Never use any quick set mud compounds in your bazooka or flat box's--- NEVER EVER ----. WALTIP.COM


----------



## 1wallboardsman (Feb 20, 2008)

rettt said:


> Never use any quick set mud compounds in your bazooka or flat box's--- NEVER EVER ----. WALTIP.COM


And, the reason would be?????:whistling2:

jdl


----------



## cooper (Apr 6, 2008)

Quick set mud in your bazooka... ? Seriously? First of all, the mud is garbage for taping. It has no bond value. If you want that tape to stick, seriously stick, you need taping mud. I've been using Beadex taping and Beadex lite all-purpose for topping for the last 4 or 5 years and have been pleased. Their taping mud is incredible, the lite all-purpose is inconsistent at times... 

What are you taping? New construction or remodels? What size of jobs? Most of the jobs I am taping range from 12,000 to 30,000 feet of sheet rock. The house I just finished taping today took me and another guy about 20 hours to put all the tape on. We would have one expensive clump of metal and hot mud if we used the quick set for a job like this... Especially considering well over half the jobs do not have water when you are working on them... At least not in this town...


----------



## savant (Dec 19, 2007)

Putting hot mud in a bazooka is crazy. with all the things that go wrong in life, why would anyone in their right mind do something like that? 

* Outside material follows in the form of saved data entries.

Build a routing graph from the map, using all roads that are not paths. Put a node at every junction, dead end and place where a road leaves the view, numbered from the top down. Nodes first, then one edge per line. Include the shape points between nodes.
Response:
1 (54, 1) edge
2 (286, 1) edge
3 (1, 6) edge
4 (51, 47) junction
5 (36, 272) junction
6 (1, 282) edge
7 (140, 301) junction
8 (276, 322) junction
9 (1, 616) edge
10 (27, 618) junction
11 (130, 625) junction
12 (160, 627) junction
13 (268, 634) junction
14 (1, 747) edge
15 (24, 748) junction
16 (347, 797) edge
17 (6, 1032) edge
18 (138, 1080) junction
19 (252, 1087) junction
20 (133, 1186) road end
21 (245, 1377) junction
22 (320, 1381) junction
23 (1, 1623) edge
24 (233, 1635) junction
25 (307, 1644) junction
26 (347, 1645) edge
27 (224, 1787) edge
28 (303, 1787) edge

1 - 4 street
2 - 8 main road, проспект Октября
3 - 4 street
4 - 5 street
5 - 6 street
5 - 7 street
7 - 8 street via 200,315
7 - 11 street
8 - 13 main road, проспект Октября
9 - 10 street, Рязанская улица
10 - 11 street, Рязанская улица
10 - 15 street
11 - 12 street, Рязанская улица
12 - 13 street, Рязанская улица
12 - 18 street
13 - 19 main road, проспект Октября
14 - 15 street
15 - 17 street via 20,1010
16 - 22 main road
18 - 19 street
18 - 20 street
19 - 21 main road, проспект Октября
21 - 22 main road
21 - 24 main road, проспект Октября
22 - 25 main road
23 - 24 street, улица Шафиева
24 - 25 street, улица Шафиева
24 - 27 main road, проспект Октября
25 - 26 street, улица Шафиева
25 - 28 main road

The only bazooka that could handle something like that on a regular basis is a Blue2 taper. (because it's relatively easy to take the head off, so you could do it 6 times a day.) Remember, the set times are based on first mix. Anything leftover in the piston head from the first fill will continue to set up, and catalyze the fresh mud that you load in. By lunchtime, you'd probably have a wad the size of a soda can stuck in there... 

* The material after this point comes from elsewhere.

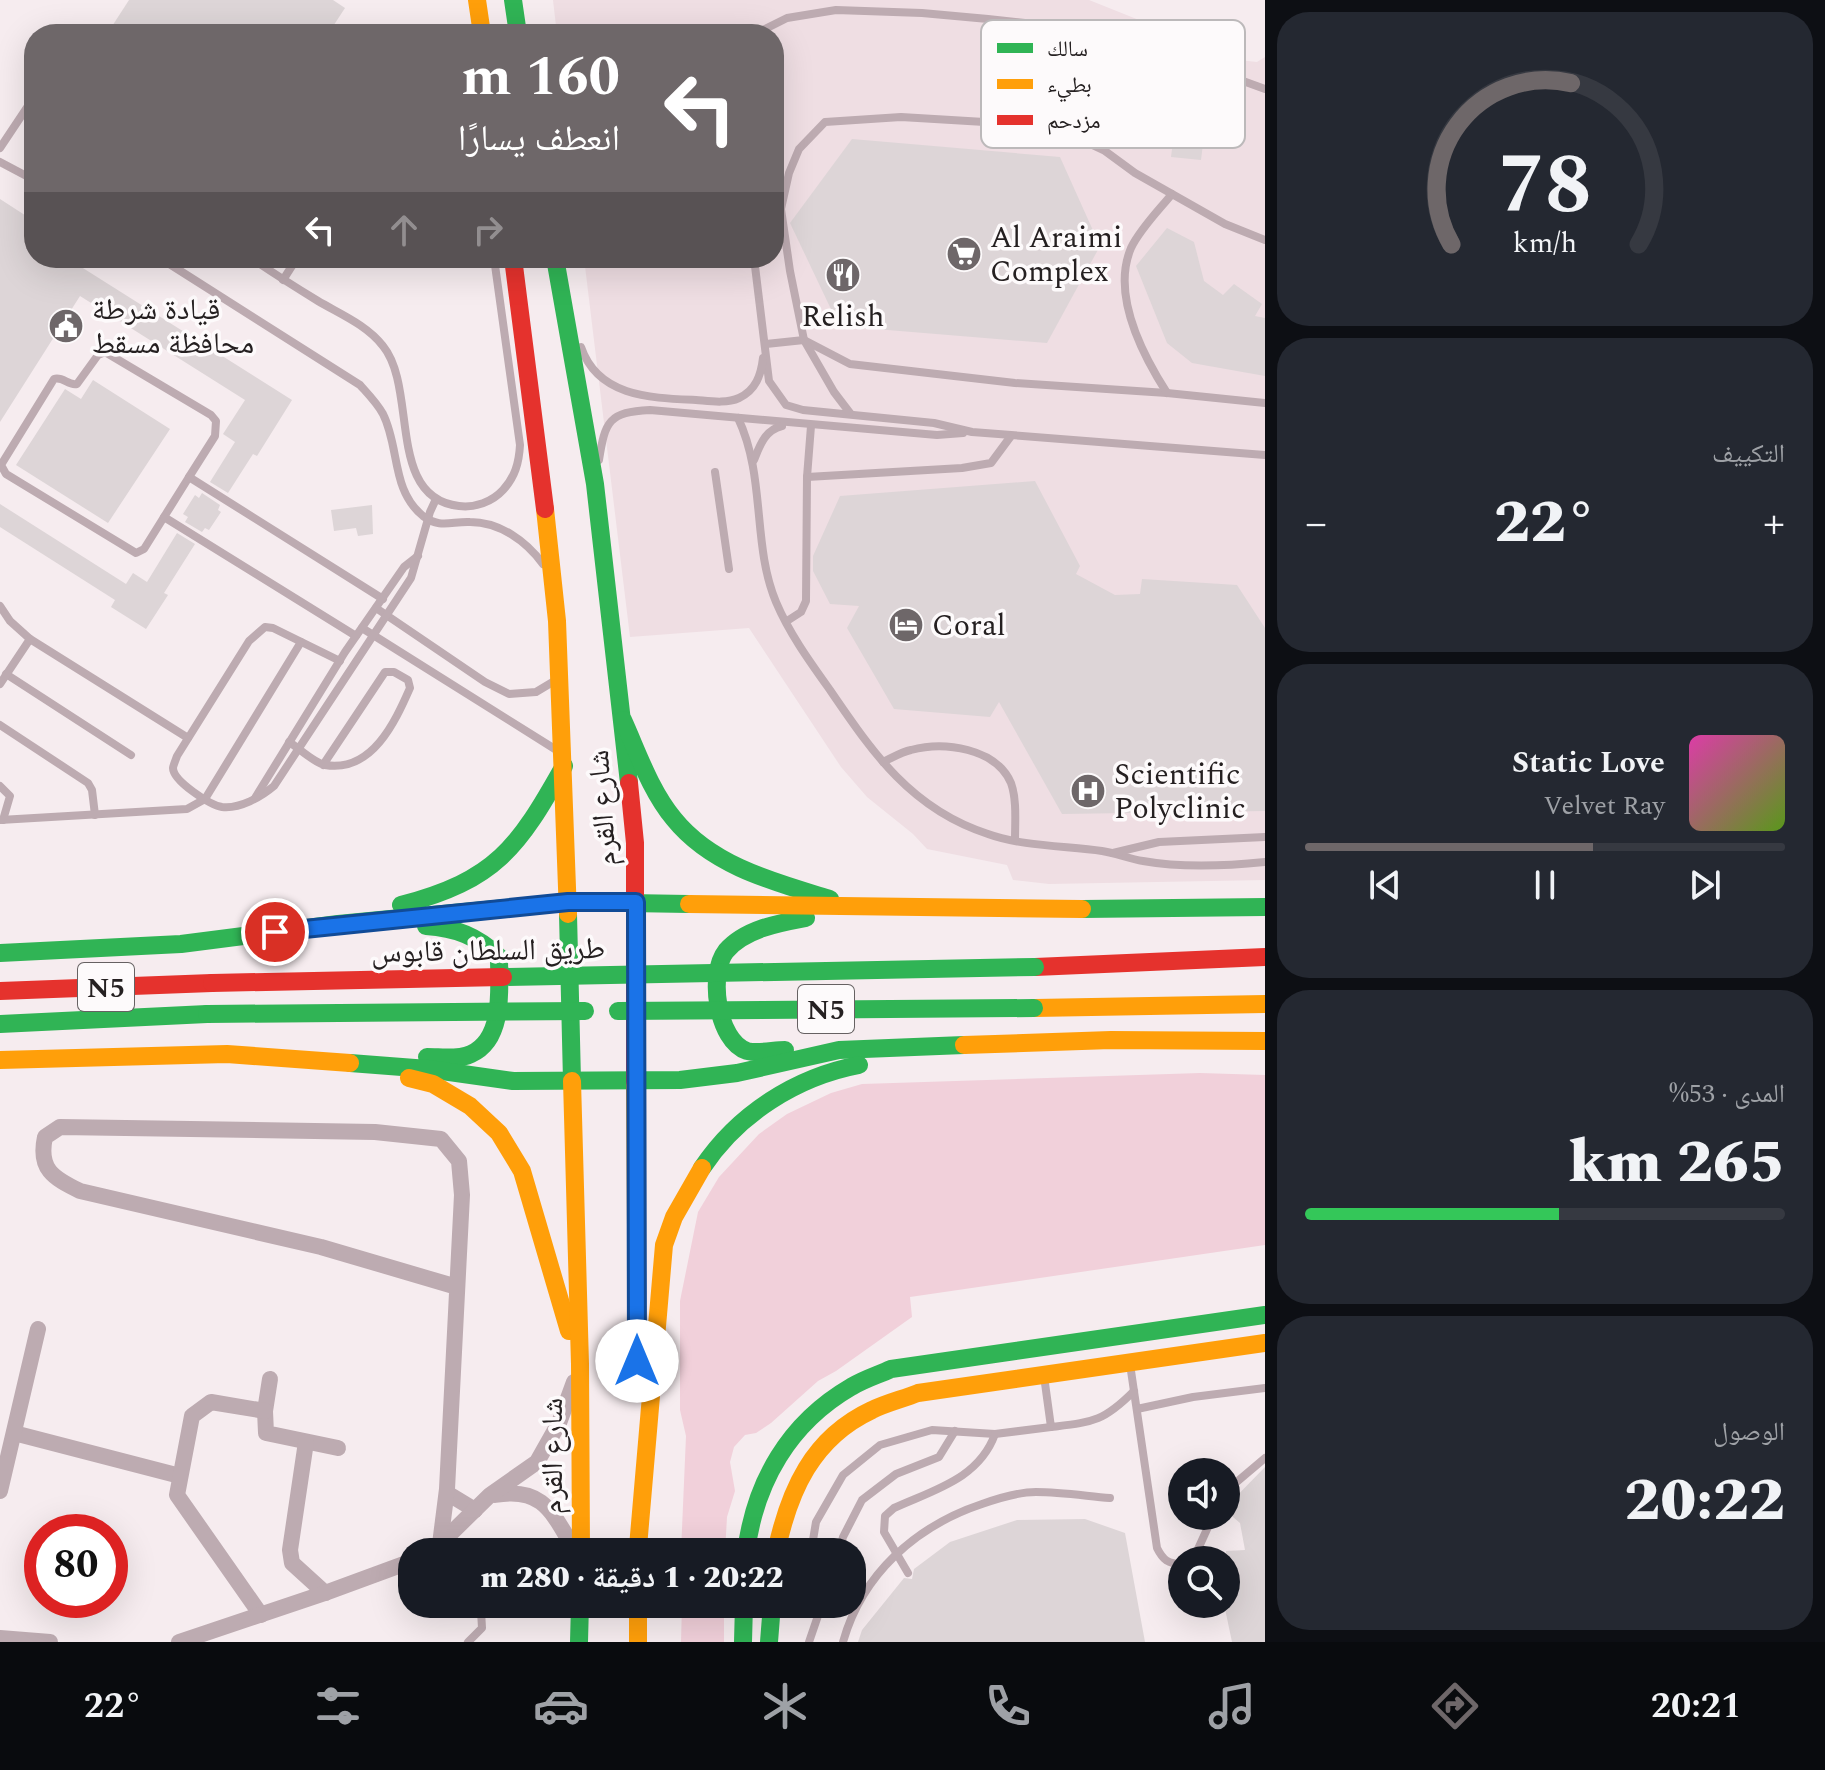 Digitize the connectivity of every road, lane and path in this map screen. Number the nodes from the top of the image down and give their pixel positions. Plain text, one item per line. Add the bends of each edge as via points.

I never tried it, but then again, I never tried painting a house with a toothbrush, either.


----------



## butcherman (Jan 26, 2008)

I think some sarcasm may have been missed here. As the smiley may indicate


----------



## cooper (Apr 6, 2008)

Yeah I think that was one of my first posts. I got on here and saw someone mentioning hot mud in a tube and about vomited... 

Missed the post with the emoticon.


----------



## 1wallboardsman (Feb 20, 2008)

butcherman said:


> I think some sarcasm may have been missed here. As the smiley may indicate


I just like to hear the knowledge behind the advise, it is always interesting to see that there often isn't any. :blink:

Easy sand durabond works so well in flat boxes and it works better then joint compound in a nailspotter, plus shrinkage is practically nil. It is so simple to just use 180 or 210 so that you have plenty of time to clean your tools, and of course you want to have a spray nozzle available. It is only cleanup that needs to be considered, durabond won't hurt any tools.

If I ever had reason to tape with durabond, I would use regular brown bag durabond, that is the one that put the bond in durabond, I would use the max 150, and I would mix it with half joint compound to retard it even more and make it creamy so it would work well. It would dry out in about 8 hrs., I'd have 2 hrs to tape, and 2 hours to clean the gun, but it would still only take the usual 5 minutes with a spray nozzle, and tomorrow, there will be dry tape on the wall. :thumbup:

Every now and then, there is some extra money on the table for the man that can get a job done a day sooner with the same sound quality. It is good to have a bag of tricks that will support cleaning that table off. :rockon:jdl


----------



## butcherman (Jan 26, 2008)

Taping with durabond works better with a banjo. Easier to clean,works with 90 ( only 20, 45 and 90 availible here) and can be quicker if you work a banjo often. We do this to knock out a kitchen or bath in a day. I love my bag of tricks.


----------



## fr8train (Jan 20, 2008)

for the poster that said not to use hot mud in your tools, WHY NOT? We run hot mud exclusively. Never had a prob, but we do clean them often, and we make sure we clean them very VERY well. 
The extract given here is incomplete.